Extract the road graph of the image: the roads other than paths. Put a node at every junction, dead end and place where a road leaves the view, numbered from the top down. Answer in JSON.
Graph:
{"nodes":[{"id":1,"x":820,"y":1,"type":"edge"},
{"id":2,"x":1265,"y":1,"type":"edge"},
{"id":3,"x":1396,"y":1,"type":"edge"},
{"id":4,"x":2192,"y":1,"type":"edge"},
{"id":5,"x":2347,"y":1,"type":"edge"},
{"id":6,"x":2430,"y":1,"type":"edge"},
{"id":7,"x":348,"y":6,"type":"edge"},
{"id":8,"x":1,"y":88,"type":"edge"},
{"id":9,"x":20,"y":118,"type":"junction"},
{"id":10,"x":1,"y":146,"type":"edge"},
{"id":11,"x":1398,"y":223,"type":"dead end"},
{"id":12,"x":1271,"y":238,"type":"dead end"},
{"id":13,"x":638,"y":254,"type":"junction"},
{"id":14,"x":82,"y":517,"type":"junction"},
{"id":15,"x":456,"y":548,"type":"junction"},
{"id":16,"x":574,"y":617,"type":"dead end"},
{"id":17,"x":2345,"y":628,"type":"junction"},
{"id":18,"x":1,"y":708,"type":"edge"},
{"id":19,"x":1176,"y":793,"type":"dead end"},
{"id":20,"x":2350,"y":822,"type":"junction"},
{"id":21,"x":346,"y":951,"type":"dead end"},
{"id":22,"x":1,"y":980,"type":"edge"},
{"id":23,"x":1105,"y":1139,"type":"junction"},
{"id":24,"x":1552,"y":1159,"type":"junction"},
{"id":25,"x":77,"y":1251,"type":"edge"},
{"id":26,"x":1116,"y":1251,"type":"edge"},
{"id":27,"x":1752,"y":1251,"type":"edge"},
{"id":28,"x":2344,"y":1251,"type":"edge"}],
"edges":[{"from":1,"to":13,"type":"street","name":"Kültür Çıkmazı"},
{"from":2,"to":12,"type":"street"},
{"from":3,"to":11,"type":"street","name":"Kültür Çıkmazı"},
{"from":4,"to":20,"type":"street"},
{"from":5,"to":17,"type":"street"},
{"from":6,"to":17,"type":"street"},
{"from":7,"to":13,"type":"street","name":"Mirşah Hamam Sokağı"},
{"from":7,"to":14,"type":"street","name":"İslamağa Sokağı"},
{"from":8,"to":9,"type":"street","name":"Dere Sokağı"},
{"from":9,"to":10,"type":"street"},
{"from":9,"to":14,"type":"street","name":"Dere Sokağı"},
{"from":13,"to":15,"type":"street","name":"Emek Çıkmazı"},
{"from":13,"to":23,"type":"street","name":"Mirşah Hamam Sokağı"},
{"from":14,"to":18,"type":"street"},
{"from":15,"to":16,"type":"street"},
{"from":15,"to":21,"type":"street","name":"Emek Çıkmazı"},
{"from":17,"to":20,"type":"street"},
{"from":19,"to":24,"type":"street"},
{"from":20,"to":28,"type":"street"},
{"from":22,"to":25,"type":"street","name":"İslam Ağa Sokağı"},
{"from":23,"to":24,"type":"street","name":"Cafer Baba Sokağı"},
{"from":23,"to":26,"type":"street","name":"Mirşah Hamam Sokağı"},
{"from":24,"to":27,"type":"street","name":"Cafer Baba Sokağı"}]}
---*---
Copy every record above exactly as it is.

Extract the road graph of the image: the roads other than paths. Put a node at every junction, dead end and place where a road leaves the view, numbered from the top down. Answer in JSON.
Graph:
{"nodes":[{"id":1,"x":820,"y":1,"type":"edge"},
{"id":2,"x":1265,"y":1,"type":"edge"},
{"id":3,"x":1396,"y":1,"type":"edge"},
{"id":4,"x":2192,"y":1,"type":"edge"},
{"id":5,"x":2347,"y":1,"type":"edge"},
{"id":6,"x":2430,"y":1,"type":"edge"},
{"id":7,"x":348,"y":6,"type":"edge"},
{"id":8,"x":1,"y":88,"type":"edge"},
{"id":9,"x":20,"y":118,"type":"junction"},
{"id":10,"x":1,"y":146,"type":"edge"},
{"id":11,"x":1398,"y":223,"type":"dead end"},
{"id":12,"x":1271,"y":238,"type":"dead end"},
{"id":13,"x":638,"y":254,"type":"junction"},
{"id":14,"x":82,"y":517,"type":"junction"},
{"id":15,"x":456,"y":548,"type":"junction"},
{"id":16,"x":574,"y":617,"type":"dead end"},
{"id":17,"x":2345,"y":628,"type":"junction"},
{"id":18,"x":1,"y":708,"type":"edge"},
{"id":19,"x":1176,"y":793,"type":"dead end"},
{"id":20,"x":2350,"y":822,"type":"junction"},
{"id":21,"x":346,"y":951,"type":"dead end"},
{"id":22,"x":1,"y":980,"type":"edge"},
{"id":23,"x":1105,"y":1139,"type":"junction"},
{"id":24,"x":1552,"y":1159,"type":"junction"},
{"id":25,"x":77,"y":1251,"type":"edge"},
{"id":26,"x":1116,"y":1251,"type":"edge"},
{"id":27,"x":1752,"y":1251,"type":"edge"},
{"id":28,"x":2344,"y":1251,"type":"edge"}],
"edges":[{"from":1,"to":13,"type":"street","name":"Kültür Çıkmazı"},
{"from":2,"to":12,"type":"street"},
{"from":3,"to":11,"type":"street","name":"Kültür Çıkmazı"},
{"from":4,"to":20,"type":"street"},
{"from":5,"to":17,"type":"street"},
{"from":6,"to":17,"type":"street"},
{"from":7,"to":13,"type":"street","name":"Mirşah Hamam Sokağı"},
{"from":7,"to":14,"type":"street","name":"İslamağa Sokağı"},
{"from":8,"to":9,"type":"street","name":"Dere Sokağı"},
{"from":9,"to":10,"type":"street"},
{"from":9,"to":14,"type":"street","name":"Dere Sokağı"},
{"from":13,"to":15,"type":"street","name":"Emek Çıkmazı"},
{"from":13,"to":23,"type":"street","name":"Mirşah Hamam Sokağı"},
{"from":14,"to":18,"type":"street"},
{"from":15,"to":16,"type":"street"},
{"from":15,"to":21,"type":"street","name":"Emek Çıkmazı"},
{"from":17,"to":20,"type":"street"},
{"from":19,"to":24,"type":"street"},
{"from":20,"to":28,"type":"street"},
{"from":22,"to":25,"type":"street","name":"İslam Ağa Sokağı"},
{"from":23,"to":24,"type":"street","name":"Cafer Baba Sokağı"},
{"from":23,"to":26,"type":"street","name":"Mirşah Hamam Sokağı"},
{"from":24,"to":27,"type":"street","name":"Cafer Baba Sokağı"}]}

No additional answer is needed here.